Microfluidic assays.

For shear-induced trapping and chemotaxis experiments, we fabricated a microchannel with a 532-mm-long serpentine pattern (Fig. 1a) to ensure a minimum of 60 s exposure time to shear of the bacteria for all flow rates. For chemotaxis experiments, two parallel channels flanking either side of the original (‘test’) channel, and separated from it by 350 μm-thick polydimethylsiloxane (PDMS) walls, carried flowing oxygen and nitrogen, respectively, to generate a steady, linear oxygen concentration profile (2.5 mM mm−1; Fig. 4a) within the test channel through diffusion. For surface attachment experiments, we fabricated a microfluidic device consisting of 7 separate channels (58 μm high, ranging from 0.25 to 5.0 mm in width), to measure the surface coverage of cells for 5 shear rates simultaneously (plus 2 no-flow controls) on a single chip (Fig. 4c). Potential confounding factors stemming from cell growth, cell–cell signalling, extracellular matrix production and variability among cultures were minimized by focusing on early attachment (<1 h), performing experiments at different shear rates in parallel using a single cell culture, and ensuring that the same number of cells per unit surface area flowed in each microchannel.

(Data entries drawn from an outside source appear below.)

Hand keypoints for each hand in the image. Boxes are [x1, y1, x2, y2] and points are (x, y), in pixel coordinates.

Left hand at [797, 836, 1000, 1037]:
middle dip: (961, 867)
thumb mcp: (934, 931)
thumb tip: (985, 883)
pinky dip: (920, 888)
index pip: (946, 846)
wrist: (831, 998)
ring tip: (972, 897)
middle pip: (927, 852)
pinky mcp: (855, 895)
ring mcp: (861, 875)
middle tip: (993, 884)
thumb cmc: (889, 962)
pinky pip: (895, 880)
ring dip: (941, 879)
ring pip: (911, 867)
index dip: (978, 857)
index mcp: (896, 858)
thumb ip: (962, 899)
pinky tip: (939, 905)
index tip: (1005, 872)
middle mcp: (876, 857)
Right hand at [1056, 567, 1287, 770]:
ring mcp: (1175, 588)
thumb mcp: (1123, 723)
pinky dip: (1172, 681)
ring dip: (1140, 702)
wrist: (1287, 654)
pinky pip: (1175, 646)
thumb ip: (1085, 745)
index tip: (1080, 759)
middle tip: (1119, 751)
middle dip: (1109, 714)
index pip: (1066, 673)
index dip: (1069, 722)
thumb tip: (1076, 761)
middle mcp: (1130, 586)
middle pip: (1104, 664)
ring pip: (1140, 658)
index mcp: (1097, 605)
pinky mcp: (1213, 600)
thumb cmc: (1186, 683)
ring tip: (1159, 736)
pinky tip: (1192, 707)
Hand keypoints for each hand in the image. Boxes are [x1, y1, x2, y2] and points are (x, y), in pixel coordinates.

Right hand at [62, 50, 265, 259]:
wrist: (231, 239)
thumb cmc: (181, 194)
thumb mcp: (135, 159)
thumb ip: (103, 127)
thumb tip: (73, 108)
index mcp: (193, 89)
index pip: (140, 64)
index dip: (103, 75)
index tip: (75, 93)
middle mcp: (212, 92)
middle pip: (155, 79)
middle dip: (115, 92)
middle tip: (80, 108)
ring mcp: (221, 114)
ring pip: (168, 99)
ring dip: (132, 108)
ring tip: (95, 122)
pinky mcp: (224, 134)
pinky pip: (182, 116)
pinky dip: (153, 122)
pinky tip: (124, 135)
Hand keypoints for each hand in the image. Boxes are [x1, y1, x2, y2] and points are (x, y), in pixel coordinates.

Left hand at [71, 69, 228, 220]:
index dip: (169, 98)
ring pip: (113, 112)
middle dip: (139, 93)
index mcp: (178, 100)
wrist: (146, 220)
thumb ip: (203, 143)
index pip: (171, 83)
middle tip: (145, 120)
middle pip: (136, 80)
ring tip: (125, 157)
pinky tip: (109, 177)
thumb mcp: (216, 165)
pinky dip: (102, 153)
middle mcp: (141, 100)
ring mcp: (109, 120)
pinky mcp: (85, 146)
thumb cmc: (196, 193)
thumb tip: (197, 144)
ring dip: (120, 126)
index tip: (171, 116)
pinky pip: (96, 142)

Cell imaging and tracking.

Long bacterial trajectories (Fig. 1c, d), were acquired using dark-field microscopy (×6 magnification, 70.57 frames per second) and by moving the microscope stage in synchrony with the mean flow in the channel, at 500 μm s−1. Spatial distributions of bacteria in flow were obtained using phase-contrast microscopy (×15 magnification, 60 frames per second) with a stationary stage. All image analysis was performed in Matlab (the Mathworks) using in-house cell tracking and identification algorithms.

Langevin simulation.

The equations of motion (1) were integrated numerically for 105 cells using a fourth-order Runge–Kutta scheme implemented in Matlab. We used anti-symmetric periodic boundary conditions at y = ±W/2, so that the parabolic flow profile repeats periodically with alternating sign and modelling cell–surface interactions becomes unnecessary. We tested that the integration time step, Δt = 4 ms, was sufficiently small to ensure independence of the solution from further reductions in Δt. Physical parameters controlling simulated cell dynamics including flow speed, cell swimming speed, elongation and rotational noise were all measured experimentally or calculated for the same conditions as in the experiments (Supplementary Information).